At the end of 2016, 66% of the global bookings made through the Amadeus system were eligible to carry a merchandising item, with 120 airlines signed up to Amadeus Airlines Ancillary Services , and over 52 for Amadeus Airline Fare Families . Those figures prove there’s a really strong basis for an ancillary program. Yet we know that there’s more ground to cover. Right now, we see that 88% of ancillary units are from baggage and pre-assigned seating options. Thinking like Einstein, airlines can consider the established practice as a good starting point and start to think beyond.
One key underlying concept is the variations between different ancillary offers. Some are monopolistic, like baggage options or seat assignments. Customers can’t purchase them elsewhere. Others are sharply competitive with other channels, like rental cars. Customers can rent from the airline’s website or from a dozen others. Some are binary choices, where a customer can either accept the offer or not. Priority boarding would be an example. Others offer a menu of options if the customer is interested: a seat map with varied prices for pre-assigned and premium seats.

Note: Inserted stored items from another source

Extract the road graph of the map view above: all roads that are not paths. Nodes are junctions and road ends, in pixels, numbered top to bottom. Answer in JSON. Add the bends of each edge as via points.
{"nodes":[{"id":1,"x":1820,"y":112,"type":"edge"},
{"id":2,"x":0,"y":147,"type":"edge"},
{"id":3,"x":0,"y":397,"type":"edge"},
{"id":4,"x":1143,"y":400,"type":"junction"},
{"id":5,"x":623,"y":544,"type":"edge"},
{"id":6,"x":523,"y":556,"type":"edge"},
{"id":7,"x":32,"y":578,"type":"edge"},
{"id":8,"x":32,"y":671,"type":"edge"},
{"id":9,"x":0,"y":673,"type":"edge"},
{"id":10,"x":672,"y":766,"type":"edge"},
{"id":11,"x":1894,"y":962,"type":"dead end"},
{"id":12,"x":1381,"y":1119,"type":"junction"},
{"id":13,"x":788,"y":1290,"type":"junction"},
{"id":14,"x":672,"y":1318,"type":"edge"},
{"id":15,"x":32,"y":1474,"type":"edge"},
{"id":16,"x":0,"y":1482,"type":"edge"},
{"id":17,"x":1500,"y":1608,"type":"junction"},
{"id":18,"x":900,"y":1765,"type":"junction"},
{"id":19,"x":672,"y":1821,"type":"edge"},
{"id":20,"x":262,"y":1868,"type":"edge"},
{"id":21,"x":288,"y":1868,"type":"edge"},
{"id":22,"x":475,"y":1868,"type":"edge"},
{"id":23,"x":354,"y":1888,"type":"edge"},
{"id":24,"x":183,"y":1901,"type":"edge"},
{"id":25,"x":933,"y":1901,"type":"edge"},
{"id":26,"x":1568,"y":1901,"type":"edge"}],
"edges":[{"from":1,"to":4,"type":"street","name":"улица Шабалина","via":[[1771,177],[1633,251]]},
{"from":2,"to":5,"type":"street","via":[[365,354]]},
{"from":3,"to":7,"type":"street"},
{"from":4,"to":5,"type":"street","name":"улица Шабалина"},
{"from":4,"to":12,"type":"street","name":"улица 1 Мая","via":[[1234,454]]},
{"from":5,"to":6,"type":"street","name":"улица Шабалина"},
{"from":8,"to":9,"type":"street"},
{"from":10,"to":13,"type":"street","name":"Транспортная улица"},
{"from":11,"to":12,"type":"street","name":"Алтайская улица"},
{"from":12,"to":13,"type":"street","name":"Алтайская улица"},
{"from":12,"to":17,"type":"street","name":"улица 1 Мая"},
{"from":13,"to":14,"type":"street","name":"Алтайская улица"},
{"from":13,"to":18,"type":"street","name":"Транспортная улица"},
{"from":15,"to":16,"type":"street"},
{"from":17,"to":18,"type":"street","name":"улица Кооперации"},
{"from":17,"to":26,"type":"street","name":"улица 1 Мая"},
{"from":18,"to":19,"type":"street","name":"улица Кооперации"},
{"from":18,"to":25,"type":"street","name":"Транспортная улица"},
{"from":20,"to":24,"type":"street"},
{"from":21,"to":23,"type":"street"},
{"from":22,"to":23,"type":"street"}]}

An airline seat map is much like a menu at a restaurant in that there are variations on the same product with different attributes and different prices, all presented in the same view. Customers choose the right one for them, but all of the prices on the seat map impact how customers make their choices. These ‘framing effects’ have been described in detail by Daniel Kahneman and other giants of behavioral economics. A restaurant may be able to charge more for a dish of pasta if the menu also includes an expensive lobster entrée. An airline may convince more customers to purchase mid-priced pre-assigned seats by showing a few expensive options. (At least one airline has explicitly tested the idea and found it to be true.)
Even seeing other numbers influence how customers consider a price. Dan Ariely, another giant in behavioral economics, demonstrated that a Social Security number or telephone number had an influence on how much customers would pay for an object.

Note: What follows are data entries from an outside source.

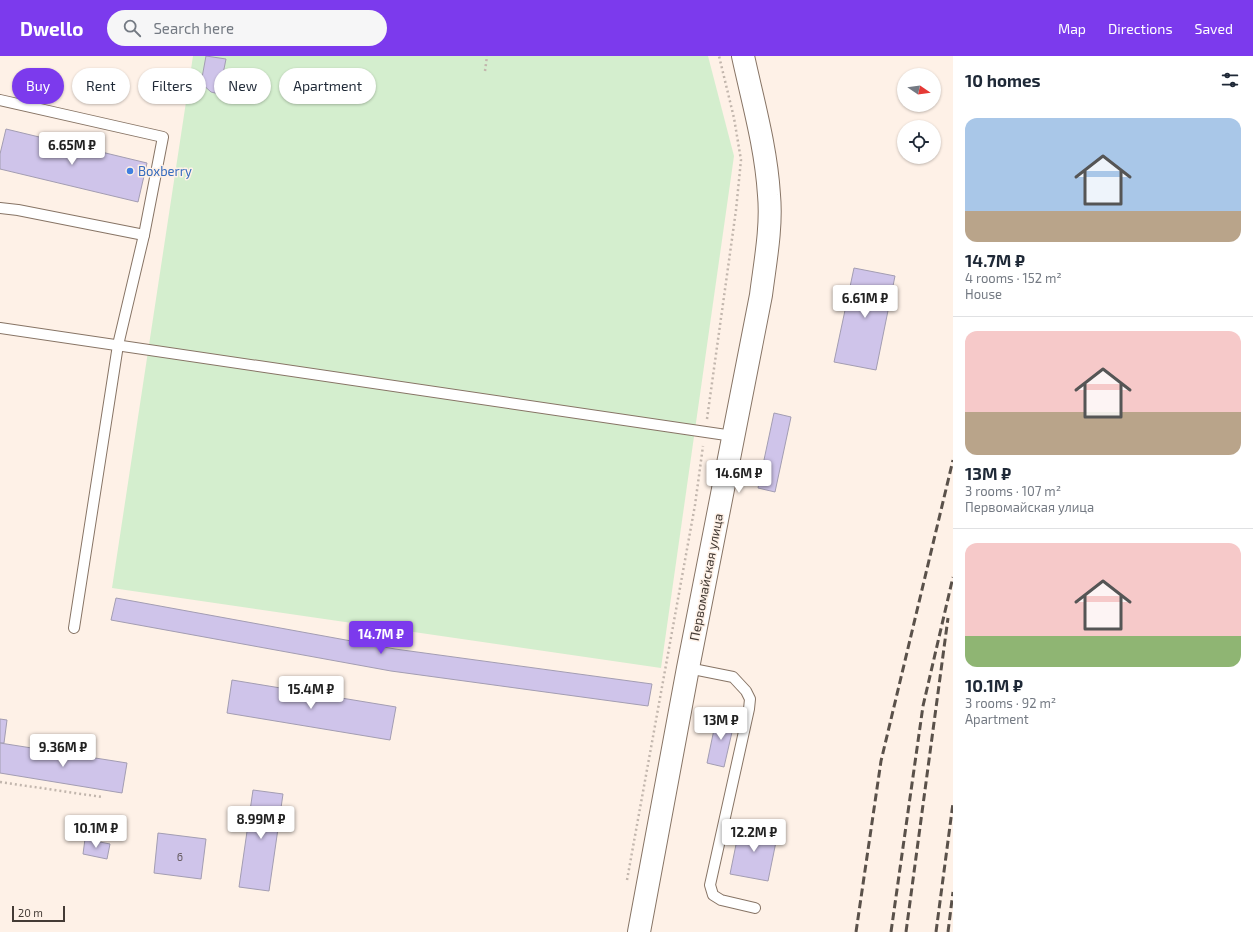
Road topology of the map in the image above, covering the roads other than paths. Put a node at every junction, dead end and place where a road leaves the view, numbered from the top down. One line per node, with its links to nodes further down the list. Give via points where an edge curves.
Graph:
1 (743, 56): 7 (main road, Первомайская улица, via 764,147 770,196 768,241 760,296)
2 (0, 100): 4 (lane, via 163,137)
3 (0, 208): 4 (lane)
4 (144, 235): 6 (lane)
5 (0, 328): 6 (lane)
6 (118, 345): 7 (lane); 8 (lane)
7 (733, 436): 9 (main road, Первомайская улица)
8 (74, 628)
9 (688, 668): 10 (lane, via 734,677 750,699 710,885 713,895 721,900); 11 (main road, Первомайская улица)
10 (755, 908)
11 (639, 932)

Insights from more classical approaches are just as relevant. William Adams and Janet Yellen mathematically demonstrated the benefit to firms and customers of offering ‘mixed bundles’, with customers able to purchase products sold in a group or separately. Several airlines have already used the Adams & Yellen work to design their bundles of flight-related options.
At the conference today, we encouraged the airline leaders in the audience to look a little differently at each of their ancillary offers, and in turn to share existing relevant research with their analysts and managers. The examples cited above, together with Amadeus’ expertise, can provide valuable insights to airlines in identifying and implementing merchandising techniques to maximize their impact.